Jace snapped his fingers. “I got it. There was a rope hanging from a tree branch, like a rope swing or something—you know, to swing into the river—and Vincent climbed it and pulled the rope up behind him.”
We looked around at each other, nodding.
This seemed like the best theory so far.
“And maybe he only thought there was something chasing him, but there wasn’t,” I said hopefully. “Maybe he was just scared of the dark.”
Malcolm chuckled. “That seems like Vincent.”
“Don’t be mean,” I said.
“So . . . that’s it, then, right? That’s what happened?” Zoe’s frightened eyes glanced between us, looking for reassurance. “He was scared, so he ran away, and he came to a rope swing and climbed into a tree?”
“Are you idiots hearing yourselves?” Malcolm growled. “Vincent didn’t climb into a goddamn tree. Someone took him. They wiped away their tracks, they planted an identical car in Jace’s garage to conceal the accident, and they drugged us to erase our memories—this whole thing’s a goddamn cover-up.”
My throat worked through a nervous swallow. Was Malcolm right?
Had someone staged our car crash last night, kidnapped Vincent, and then tried to erase all the evidence?
It was sure starting to seem like it.
“We need to call the police,” I said.
Jace raised his
palms. “Hold on, hold on . . . let’s just think, alright? Let’s not do anything rash.”
“Jace, our best friend is missing,” I said. “Don’t they say the first forty-eight hours are the most important in a missing person case?”
“Look, all I’m saying is maybe we did something really stupid last night, maybe we did something illegal—I don’t know, because I don’t remember—but right now, my parents’ car is parked in the garage, we’re not in any trouble, and no one’s asking questions, and that’s really, really lucky . . . so let’s just think before we involve the police.”
I glared at him. “You are so selfish. Vincent is missing—”
Malcolm raised a hand to silence me. “If we call the cops now, they’re going to think it was us.”
“Why on earth would they think it was us—?”
“Because we waited too long to call them, and now our footprints are all over that ravine, that’s why.”
Jace nodded grimly. “They’re going to think we buried his body.”
“Ugh, this is so stupid.” I folded my arms and pouted, wishing I’d called the police the moment I woke up.
Next to me on the couch, Zoe fidgeted and knotted her hands in her lap. “Guys, we don’t think this has anything to do with Vincent’s accident, do we?”

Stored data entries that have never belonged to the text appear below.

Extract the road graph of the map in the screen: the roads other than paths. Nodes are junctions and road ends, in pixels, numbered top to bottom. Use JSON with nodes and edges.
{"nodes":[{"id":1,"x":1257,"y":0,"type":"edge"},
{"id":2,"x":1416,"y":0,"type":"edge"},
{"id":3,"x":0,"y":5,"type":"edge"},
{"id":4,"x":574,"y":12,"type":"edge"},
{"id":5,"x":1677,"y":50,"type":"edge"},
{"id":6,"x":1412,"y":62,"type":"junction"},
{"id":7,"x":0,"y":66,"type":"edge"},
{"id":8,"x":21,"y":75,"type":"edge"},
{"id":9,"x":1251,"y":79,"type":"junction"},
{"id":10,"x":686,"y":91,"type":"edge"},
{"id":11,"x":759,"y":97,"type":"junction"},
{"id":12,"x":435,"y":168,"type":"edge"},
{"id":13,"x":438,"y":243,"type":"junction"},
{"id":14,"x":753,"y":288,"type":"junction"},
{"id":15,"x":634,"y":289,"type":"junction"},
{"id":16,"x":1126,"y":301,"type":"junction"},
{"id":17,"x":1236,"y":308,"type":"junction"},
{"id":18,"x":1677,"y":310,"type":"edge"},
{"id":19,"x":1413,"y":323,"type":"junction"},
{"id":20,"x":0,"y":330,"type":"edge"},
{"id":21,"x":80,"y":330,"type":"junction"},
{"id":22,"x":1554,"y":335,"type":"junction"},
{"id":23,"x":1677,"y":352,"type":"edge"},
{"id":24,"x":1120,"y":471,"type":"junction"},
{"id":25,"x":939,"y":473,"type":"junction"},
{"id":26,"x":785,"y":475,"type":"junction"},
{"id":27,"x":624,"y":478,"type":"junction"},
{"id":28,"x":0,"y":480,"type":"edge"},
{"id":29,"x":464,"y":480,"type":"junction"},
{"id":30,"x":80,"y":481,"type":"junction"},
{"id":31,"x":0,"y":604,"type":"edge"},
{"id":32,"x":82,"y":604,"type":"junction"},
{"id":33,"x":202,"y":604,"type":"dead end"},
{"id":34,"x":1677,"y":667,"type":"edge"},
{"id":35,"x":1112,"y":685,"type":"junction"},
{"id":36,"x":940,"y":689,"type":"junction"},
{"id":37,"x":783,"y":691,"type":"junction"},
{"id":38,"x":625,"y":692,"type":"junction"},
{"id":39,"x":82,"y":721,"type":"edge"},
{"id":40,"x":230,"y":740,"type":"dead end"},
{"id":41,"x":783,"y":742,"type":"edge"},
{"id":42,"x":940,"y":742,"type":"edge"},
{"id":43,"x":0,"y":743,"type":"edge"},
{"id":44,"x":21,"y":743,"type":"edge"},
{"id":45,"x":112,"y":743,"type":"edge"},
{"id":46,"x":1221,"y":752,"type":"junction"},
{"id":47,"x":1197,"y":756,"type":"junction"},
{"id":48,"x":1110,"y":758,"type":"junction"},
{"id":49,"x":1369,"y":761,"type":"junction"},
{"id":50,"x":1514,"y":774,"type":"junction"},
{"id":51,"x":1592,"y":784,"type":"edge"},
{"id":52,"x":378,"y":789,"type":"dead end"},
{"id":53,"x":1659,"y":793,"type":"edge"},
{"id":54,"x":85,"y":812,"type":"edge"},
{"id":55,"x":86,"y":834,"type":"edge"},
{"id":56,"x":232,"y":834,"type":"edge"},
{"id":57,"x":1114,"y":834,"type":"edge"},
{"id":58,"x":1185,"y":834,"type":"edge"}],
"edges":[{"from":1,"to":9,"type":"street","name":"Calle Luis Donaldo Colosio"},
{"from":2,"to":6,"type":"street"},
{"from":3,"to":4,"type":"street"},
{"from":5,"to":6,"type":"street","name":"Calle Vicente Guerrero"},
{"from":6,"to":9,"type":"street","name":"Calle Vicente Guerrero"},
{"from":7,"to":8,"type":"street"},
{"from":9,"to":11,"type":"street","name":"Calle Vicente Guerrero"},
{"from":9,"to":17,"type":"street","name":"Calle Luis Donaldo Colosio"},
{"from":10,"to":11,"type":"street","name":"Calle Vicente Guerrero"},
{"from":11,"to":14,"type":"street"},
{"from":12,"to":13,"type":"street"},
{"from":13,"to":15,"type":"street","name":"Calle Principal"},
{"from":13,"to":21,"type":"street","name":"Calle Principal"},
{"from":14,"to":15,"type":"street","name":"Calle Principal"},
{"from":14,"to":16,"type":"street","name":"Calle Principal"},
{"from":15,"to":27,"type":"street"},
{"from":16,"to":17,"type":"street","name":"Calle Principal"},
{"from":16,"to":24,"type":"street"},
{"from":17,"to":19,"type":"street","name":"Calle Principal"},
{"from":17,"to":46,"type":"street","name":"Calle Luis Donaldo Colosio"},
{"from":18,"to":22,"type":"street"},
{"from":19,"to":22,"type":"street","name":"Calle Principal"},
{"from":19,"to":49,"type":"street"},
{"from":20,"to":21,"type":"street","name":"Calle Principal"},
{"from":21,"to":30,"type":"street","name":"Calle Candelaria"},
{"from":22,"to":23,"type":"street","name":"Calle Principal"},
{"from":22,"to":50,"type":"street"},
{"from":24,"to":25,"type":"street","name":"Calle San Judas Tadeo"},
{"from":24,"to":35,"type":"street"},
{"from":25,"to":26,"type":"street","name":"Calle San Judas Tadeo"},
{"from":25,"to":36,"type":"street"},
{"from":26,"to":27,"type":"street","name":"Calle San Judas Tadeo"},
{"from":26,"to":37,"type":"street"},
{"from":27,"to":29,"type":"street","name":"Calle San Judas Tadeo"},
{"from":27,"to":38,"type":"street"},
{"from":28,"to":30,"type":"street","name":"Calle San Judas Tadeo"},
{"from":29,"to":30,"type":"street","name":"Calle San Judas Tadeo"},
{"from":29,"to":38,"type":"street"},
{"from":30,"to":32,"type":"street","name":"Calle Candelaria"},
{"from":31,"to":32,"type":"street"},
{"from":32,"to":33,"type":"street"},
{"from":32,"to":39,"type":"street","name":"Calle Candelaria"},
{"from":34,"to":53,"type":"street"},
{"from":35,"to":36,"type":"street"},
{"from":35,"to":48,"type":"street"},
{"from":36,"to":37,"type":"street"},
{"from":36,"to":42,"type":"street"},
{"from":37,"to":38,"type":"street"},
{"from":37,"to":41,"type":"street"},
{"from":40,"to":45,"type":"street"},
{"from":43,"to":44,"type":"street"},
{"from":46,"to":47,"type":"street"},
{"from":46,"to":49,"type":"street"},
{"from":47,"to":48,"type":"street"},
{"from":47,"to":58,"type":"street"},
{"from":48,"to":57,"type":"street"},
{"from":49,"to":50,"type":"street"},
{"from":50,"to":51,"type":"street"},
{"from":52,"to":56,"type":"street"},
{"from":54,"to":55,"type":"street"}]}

I looked sharply at her. “Why?”
She shrugged. “He never talks about it.”
“That was ten years ago,” said Jace. “Completely unrelated.”
“It might be related,” she said.
“You mean . . . you mean to why he vanished?” I said.
“I don’t know,” she said. “But it is a coincidence, isn’t it?”
One by one, we all glanced toward Malcolm, who had remained silent. His eyebrows pulled together a smidge.
Just then, a mechanical groan rattled the walls and shook dust off the ceiling.
I flinched, before realizing what it was.
Just the garage opening.
We all barely had time to share nervous looks before the door from the basement to the garage opened and in stepped Jace’s mom, carrying two bags of groceries.
Before it shut behind her, I glimpsed her white Honda parked next to the Subaru Forrester, and felt an eerie chill.
It’s still there . . .
“Hi, guys,” she said cheerfully.
“Hi, Mrs. Johnson,” Zoe and I said, too quickly.